[Opening Exercise inputs section]

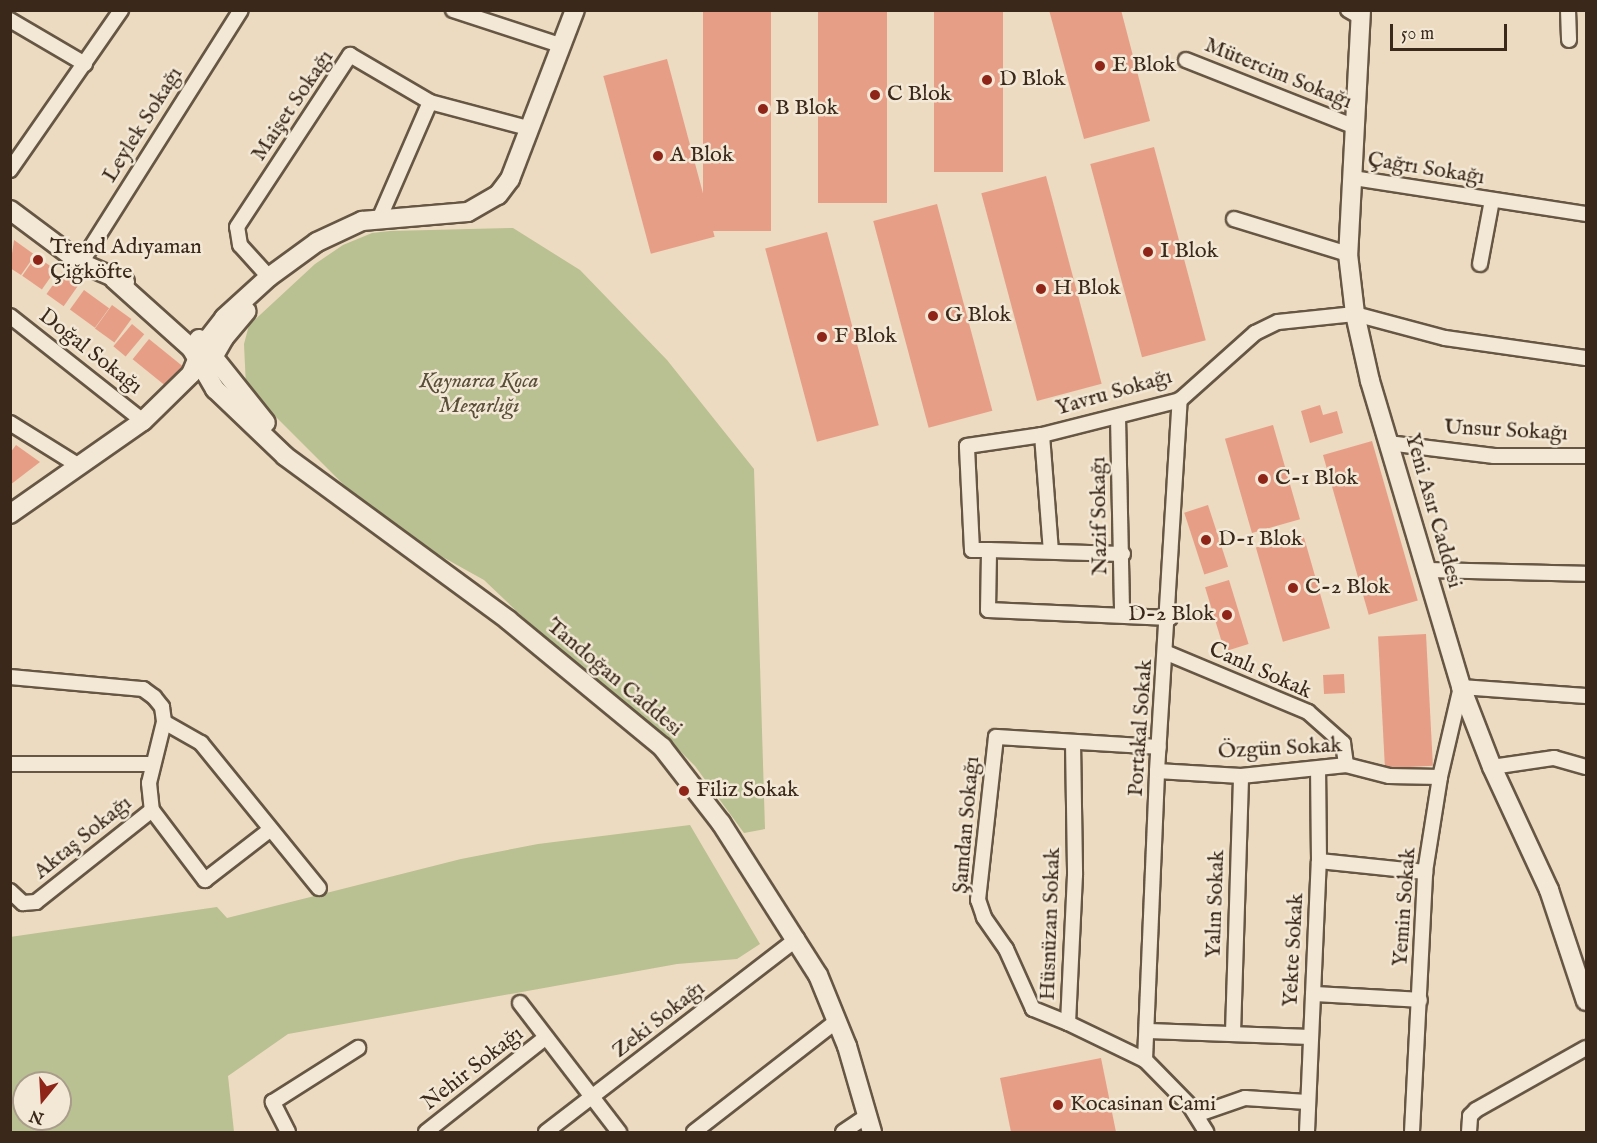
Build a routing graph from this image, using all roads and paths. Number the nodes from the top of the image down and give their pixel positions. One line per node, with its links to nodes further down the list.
1 (121, 10): 12 (street)
2 (241, 10): 25 (street, Leylek Sokağı)
3 (453, 10): 7 (street)
4 (575, 10): 10 (street)
5 (1568, 10): 9 (street)
6 (1356, 13): 14 (street, Yeni Asır Caddesi)
7 (491, 17): 10 (street)
8 (10, 20): 12 (street)
9 (1569, 40)
10 (561, 45): 15 (street)
11 (1186, 60): 14 (street, Mütercim Sokağı)
12 (85, 64): 16 (street)
13 (430, 102): 15 (street, Maişet Sokağı); 21 (street); 27 (street, Maişet Sokağı)
14 (1355, 127): 17 (street, Yeni Asır Caddesi)
15 (528, 128): 21 (street)
16 (10, 170)
17 (1353, 178): 18 (street, Çağrı Sokağı); 24 (street, Yeni Asır Caddesi)
18 (1492, 200): 20 (street, Çağrı Sokağı); 26 (street, Çağrı Sokağı)
19 (10, 210): 25 (street, Tandoğan Caddesi)
20 (1587, 214)
21 (380, 217): 23 (street)
22 (1234, 219): 24 (street)
23 (317, 242): 27 (street); 30 (street)
24 (1348, 255): 28 (street, Yeni Asır Caddesi)
25 (81, 263): 30 (street, Tandoğan Caddesi)
26 (1480, 264)
27 (269, 277): 30 (street)
28 (1355, 314): 31 (street); 32 (street, Yavru Sokağı); 37 (street, Yeni Asır Caddesi)
29 (10, 316): 34 (street, Doğal Sokağı)
30 (205, 358): 34 (street); 70 (street, Tandoğan Caddesi)
31 (1587, 358)
32 (1180, 400): 33 (street, Yavru Sokağı); 47 (street, Portakal Sokak)
33 (1118, 417): 36 (street, Yavru Sokağı); 43 (street, Nazif Sokağı)
34 (143, 420): 39 (street)
35 (10, 423): 39 (street)
36 (1042, 435): 41 (street, Yavru Sokağı); 42 (street)
37 (1388, 443): 38 (street, Unsur Sokağı); 44 (street, Yeni Asır Caddesi)
38 (1587, 456)
39 (79, 466): 40 (street)
40 (10, 514)
41 (989, 550): 42 (street); 46 (street)
42 (1051, 551): 43 (street)
43 (1123, 554): 46 (street, Nazif Sokağı)
44 (1425, 570): 45 (street); 50 (street, Yeni Asır Caddesi)
45 (1587, 574)
46 (1122, 614): 47 (street)
47 (1170, 618): 48 (street, Portakal Sokak)
48 (1167, 653): 54 (street, Portakal Sokak); 57 (street, Canlı Sokak)
49 (10, 677): 52 (street)
50 (1461, 687): 51 (street); 58 (street, Yeni Asır Caddesi); 63 (street, Yemin Sokak)
51 (1587, 696)
52 (164, 722): 56 (street); 65 (street)
53 (1073, 742): 54 (street); 76 (street, Hüsnüzan Sokak); 76 (street, Şamdan Sokağı)
54 (1159, 747): 61 (street, Portakal Sokak)
55 (10, 764): 56 (street)
56 (152, 764): 64 (street)
57 (1346, 765): 60 (street, Özgün Sokak); 63 (street, Özgün Sokak)
58 (1492, 767): 59 (street); 73 (street, Yeni Asır Caddesi)
59 (1587, 767)
60 (1318, 770): 62 (street, Özgün Sokak); 66 (street, Yekte Sokak)
61 (1157, 771): 62 (street, Özgün Sokak); 77 (street, Portakal Sokak)
62 (1241, 776): 78 (street, Yalın Sokak)
63 (1440, 777): 67 (street, Yemin Sokak)
64 (152, 810): 65 (street); 69 (street, Aktaş Sokağı)
65 (271, 829): 68 (street)
66 (1319, 861): 67 (street); 71 (street, Yekte Sokak)
67 (1425, 872): 72 (street, Yemin Sokak)
68 (320, 888)
69 (10, 891)
70 (797, 939): 75 (street, Tandoğan Caddesi); 84 (street, Zeki Sokağı)
71 (1313, 994): 72 (street); 79 (street, Yekte Sokak)
72 (1420, 1000): 96 (street, Yemin Sokak)
73 (1587, 1001)
74 (520, 1003): 80 (street)
75 (838, 1020): 87 (street, Tandoğan Caddesi); 92 (street)
76 (1068, 1023): 83 (street, Hüsnüzan Sokak)
77 (1149, 1031): 78 (street); 83 (street, Portakal Sokak)
78 (1233, 1033): 79 (street)
79 (1310, 1037): 85 (street, Yekte Sokak)
80 (546, 1038): 84 (street); 89 (street, Nehir Sokağı)
81 (358, 1048): 88 (street)
82 (1587, 1048): 97 (street)
83 (1145, 1060): 86 (street)
84 (591, 1098): 90 (street, Zeki Sokağı); 91 (street)
85 (1307, 1102): 86 (street); 95 (street, Yekte Sokak)
86 (1197, 1115): 94 (street)
87 (870, 1124): 93 (street)
88 (288, 1132)
89 (426, 1132)
90 (546, 1132)
91 (619, 1132)
92 (694, 1132)
93 (843, 1132)
94 (1206, 1132)
95 (1307, 1132)
96 (1412, 1132)
97 (1469, 1132)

[Closing Exercise inputs section]

#### What is required
Across the records above, count the lines holding "Zeki" and reply with that number alone.

#### Written response
2